3. Brachial and lumbosacral plexopathies and entrapment neuropathies (e.g., carpal tunnel syndrome, ulnar neuropathies at the elbow, and peroneal neuropathies at the fibular head) are localized and diagnosed with EMG/NCS.

4. Peripheral polyneuropathies are often investigated by EMG/NCS. The electrophysiologic characteristics of the neuropathic disorder serve as additional sources of information to help characterize the disease and allow a narrowing of the differential diagnostic possibilities. EMG/NCS allows evaluation of the amount of motor and sensory involvement, determines whether the lesion is primarily the result of damage to the myelin sheath or to the axon, indicates whether the lesion is focal or diffuse, determines whether the process is distal or proximal, and gives information concerning the severity and temporal profile of the process. Prolonged distal sensory and motor latencies, slowed conduction velocities, abnormalities of sensory responses and MUPs, and “neurogenic” EMG changes occur. When abnormal, the study confirms the presence of a neuropathy, but it should be noted that small fiber sensory neuropathies (i.e., those affecting only sensory nerve fibers conveying pain and temperature sensation) are often associated with normal studies. EMG/NCS can separate a generalized sensorimotor peripheral polyneuropathy from multiple mononeuropathies at sites of common compression (e.g., median and ulnar neuropathies at the wrist). Peripheral polyneuropathies may be divided by electrophysiologic patterns into the following categories:

a. Uniform demyelinating mixed sensorimotor neuropathies, including certain hereditary neuropathies (Fig. 33.16), metachromatic leukodystrophy, Krabbe’s disease, and Tangier disease.

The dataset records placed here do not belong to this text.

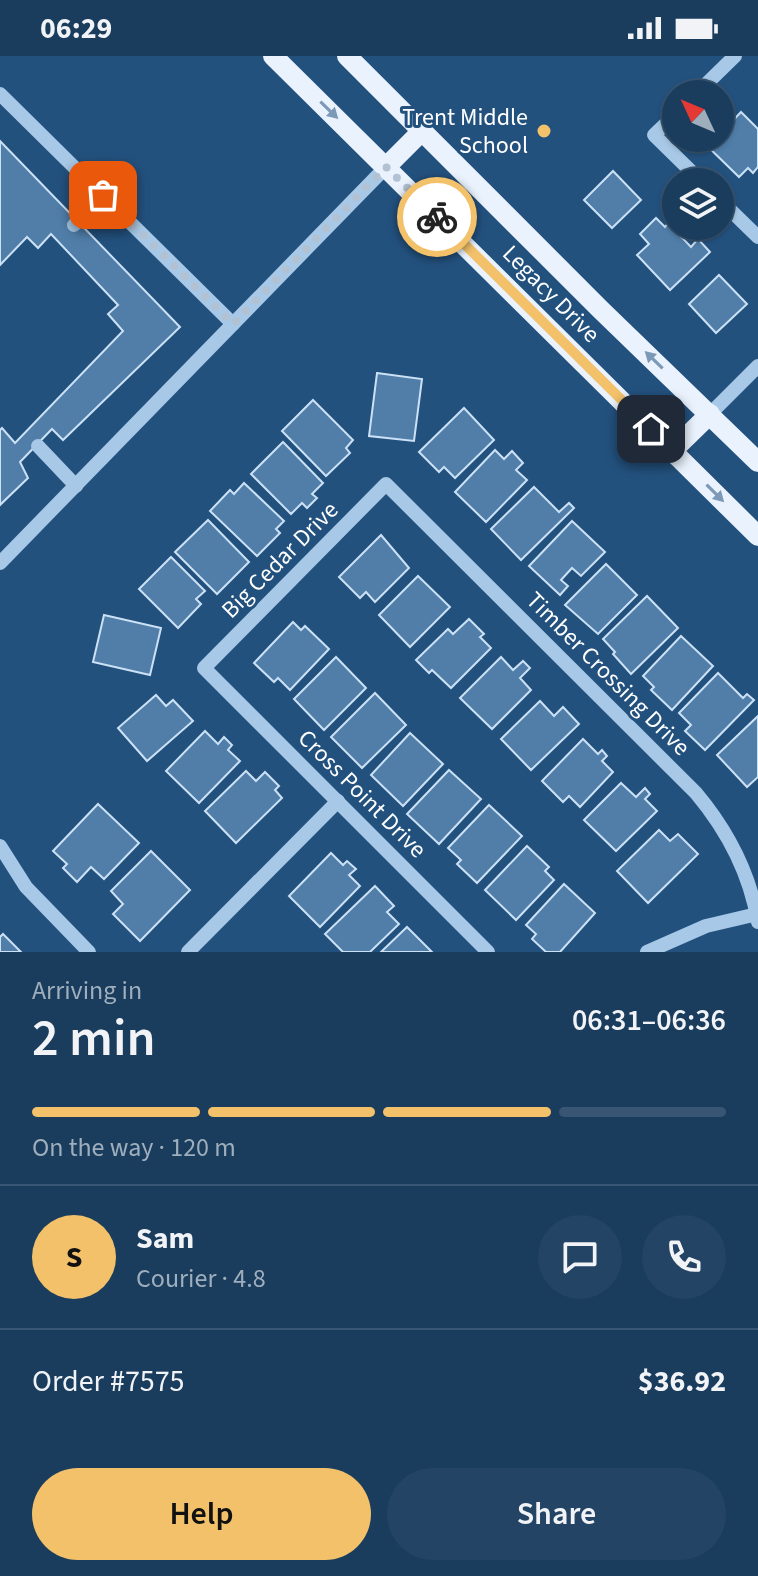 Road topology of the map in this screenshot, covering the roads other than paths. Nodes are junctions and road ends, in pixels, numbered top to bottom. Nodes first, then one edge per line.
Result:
1 (273, 56) edge
2 (347, 56) edge
3 (725, 60) edge
4 (708, 80) edge
5 (0, 94) edge
6 (662, 127) edge
7 (422, 131) junction
8 (662, 143) edge
9 (671, 152) edge
10 (386, 167) junction
11 (688, 168) edge
12 (103, 195) junction
13 (734, 214) edge
14 (74, 225) dead end
15 (758, 237) edge
16 (233, 324) junction
17 (758, 366) edge
18 (710, 414) junction
19 (38, 446) dead end
20 (672, 451) junction
21 (758, 462) edge
22 (386, 484) joint
23 (76, 486) junction
24 (758, 536) edge
25 (0, 563) edge
26 (204, 668) joint
27 (338, 801) junction
28 (0, 846) edge
29 (757, 918) edge
30 (89, 952) edge
31 (188, 952) edge
32 (488, 952) edge
33 (647, 952) edge

1 -> 10 main road, Legacy Drive
2 - 7 main road, Legacy Drive
3 - 4 street
5 - 12 street
6 - 8 street
7 - 10 main road
18 -> 7 main road, Legacy Drive
9 - 11 street
10 - 16 street
10 - 20 main road, Legacy Drive
12 - 14 street
12 - 16 street
13 - 15 street
16 - 23 street
17 - 18 street
18 - 20 main road
18 - 21 main road, Legacy Drive
19 - 23 street
20 -> 24 main road, Legacy Drive
22 - 26 street, Big Cedar Drive
22 - 29 street, Timber Crossing Drive
23 - 25 street
26 - 27 street, Cross Point Drive
27 - 31 street
27 - 32 street, Cross Point Drive
28 - 30 street
29 - 33 street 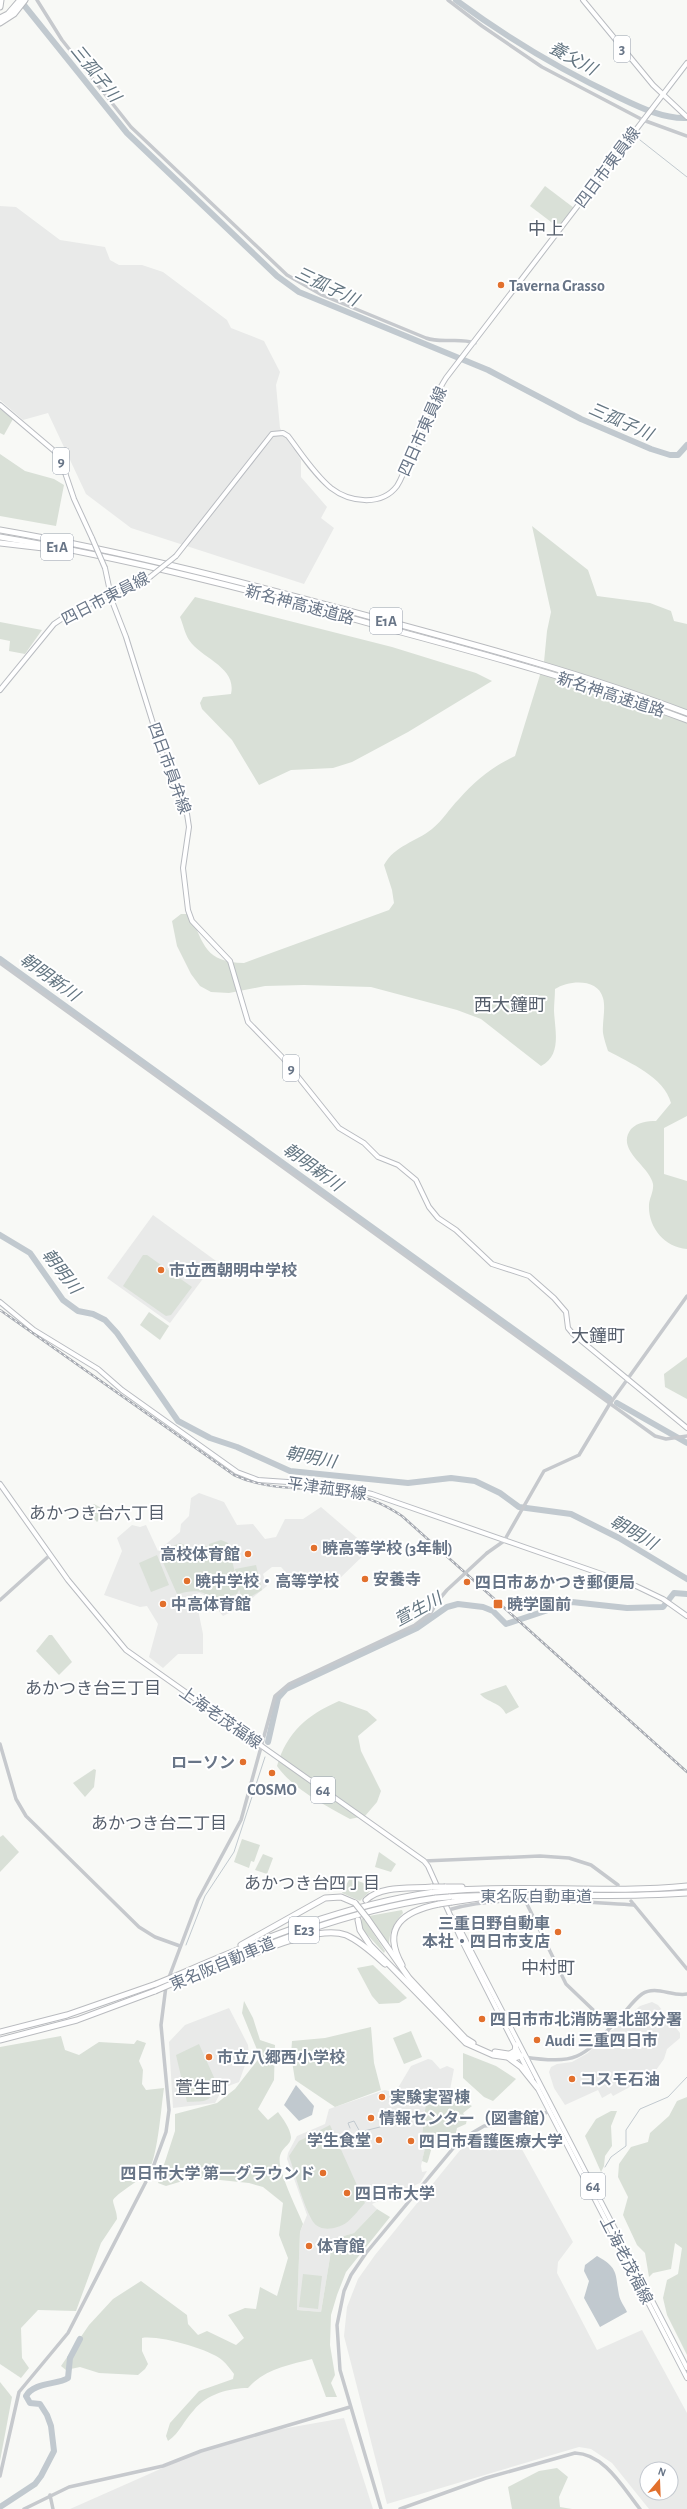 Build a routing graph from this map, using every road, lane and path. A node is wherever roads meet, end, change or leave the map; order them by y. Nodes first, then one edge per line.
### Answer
1 (1, 0) edge
2 (20, 0) edge
3 (25, 0) edge
4 (37, 0) edge
5 (448, 0) edge
6 (583, 0) edge
7 (0, 7) edge
8 (16, 8) junction
9 (0, 18) edge
10 (0, 22) edge
11 (687, 63) edge
12 (663, 95) junction
13 (687, 117) edge
14 (643, 120) junction
15 (687, 136) edge
16 (475, 343) junction
17 (0, 405) edge
18 (0, 527) edge
19 (0, 530) edge
20 (0, 537) edge
21 (0, 543) edge
22 (81, 545) junction
23 (114, 559) junction
24 (111, 596) junction
25 (0, 690) edge
26 (687, 713) edge
27 (687, 720) edge
28 (0, 963) edge
29 (687, 1296) edge
30 (0, 1302) edge
31 (628, 1379) junction
32 (609, 1405) junction
33 (687, 1428) edge
34 (686, 1436) edge
35 (0, 1484) edge
36 (505, 1539) junction
37 (50, 1555) junction
38 (0, 1600) edge
39 (687, 1616) edge
40 (0, 1744) edge
41 (262, 1745) junction
42 (424, 1861) junction
43 (618, 1885) dead end
44 (687, 1886) edge
45 (433, 1890) junction
46 (687, 1893) edge
47 (450, 1899) junction
48 (366, 1900) dead end
49 (631, 1901) dead end
50 (526, 1902) junction
51 (634, 1906) junction
52 (448, 1910) junction
53 (358, 1920) dead end
54 (180, 1946) junction
55 (202, 1964) junction
56 (687, 1969) edge
57 (204, 1971) junction
58 (402, 1978) junction
59 (409, 1978) junction
60 (687, 1994) edge
61 (611, 2027) junction
62 (0, 2032) edge
63 (0, 2040) edge
64 (516, 2046) junction
65 (509, 2056) junction
66 (524, 2057) junction
67 (537, 2088) junction
68 (548, 2110) junction
69 (555, 2111) junction
70 (687, 2368) edge
71 (687, 2378) edge
72 (350, 2407) junction
73 (0, 2476) edge
74 (50, 2495) junction
75 (24, 2509) edge
76 (53, 2509) edge
77 (381, 2509) edge
78 (400, 2509) edge
79 (640, 2509) edge

1 - 7 highway
2 - 8 highway
3 - 8 highway
4 - 16 street
5 - 14 street
6 - 12 main road, 3
8 - 9 highway
8 - 10 highway
11 - 12 main road, 四日市東員線
12 - 13 main road, 3
12 - 14 main road, 四日市東員線
14 - 15 street
14 - 16 main road, 四日市東員線
16 - 24 main road, 四日市東員線, bridge
17 - 24 main road, 四日市員弁線 / 9, bridge
18 - 22 highway
19 - 22 highway, 新名神高速道路 / E1A
20 - 23 highway, 新名神高速道路 / E1A
21 - 23 highway
22 - 26 highway, 新名神高速道路 / E1A
23 - 27 highway, 新名神高速道路 / E1A
24 - 25 main road, 四日市東員線
24 - 31 main road, 四日市員弁線 / 9
28 - 32 street
29 - 31 street
30 - 36 main road, 平津菰野線
31 - 32 street
31 - 33 main road, 四日市員弁線 / 9
32 - 34 street
32 - 36 street
35 - 37 main road, 上海老茂福線 / 64
36 - 39 main road, 平津菰野線
36 - 41 street, bridge
37 - 38 street
37 - 41 main road, 上海老茂福線 / 64
40 - 54 street
41 - 42 main road, 上海老茂福線 / 64
41 - 54 street
42 - 43 street
42 - 52 main road, 上海老茂福線 / 64
44 - 45 highway, 東名阪自動車道, bridge
45 - 48 highway
45 - 55 highway, 東名阪自動車道 / E23
46 - 47 highway, 東名阪自動車道
47 - 57 highway, 東名阪自動車道 / E23, bridge
47 - 59 highway, bridge
49 - 51 street
50 - 51 street
50 - 52 street
50 - 61 street
51 - 56 street
52 - 64 main road, 上海老茂福線 / 64
52 - 66 main road, 上海老茂福線 / 64
53 - 58 highway
54 - 73 street
55 - 59 highway, bridge
55 - 62 highway, 東名阪自動車道 / E23, bridge
57 - 58 highway
57 - 63 highway, 東名阪自動車道 / E23, bridge
58 - 65 highway
59 - 65 highway
60 - 61 street
61 - 66 street
64 - 65 highway
64 - 66 main road, 上海老茂福線 / 64
65 - 66 highway
65 - 67 highway
66 - 67 main road, 上海老茂福線 / 64
66 - 69 main road, 上海老茂福線 / 64
67 - 68 main road, 上海老茂福線 / 64
68 - 69 street
68 - 71 main road, 上海老茂福線 / 64
68 - 72 street
69 - 70 main road, 上海老茂福線 / 64
72 - 74 street
72 - 77 street
74 - 75 street
74 - 76 street
78 - 79 street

FIGURE 33.16 Motor nerve conduction studies demonstrating uniform demyelination of the peripheral nerve in a patient with hereditary motor neuropathy (Charcot–Marie–Tooth’s disease type 1a, CMT). The compound muscle action potential (CMAP) amplitude is relatively preserved on proximal as compared with distal nerve stimulation. A diffusely and homogeneously demyelinating process, such as CMT type 1a will demonstrate relatively preserved CMAP configurations with prolonged latencies and slowed conduction velocities. A nonuniform, segmental demyelinating process (such as acute inflammatory demyelinating peripheral polyneuropathy, that is, Guillain–Barré’s syndrome) may demonstrate conduction block and variable slowing within the same nerve trunk, resulting in CMAPs with reduced amplitude and dispersed configuration at proximal sites of stimulation (bottom image).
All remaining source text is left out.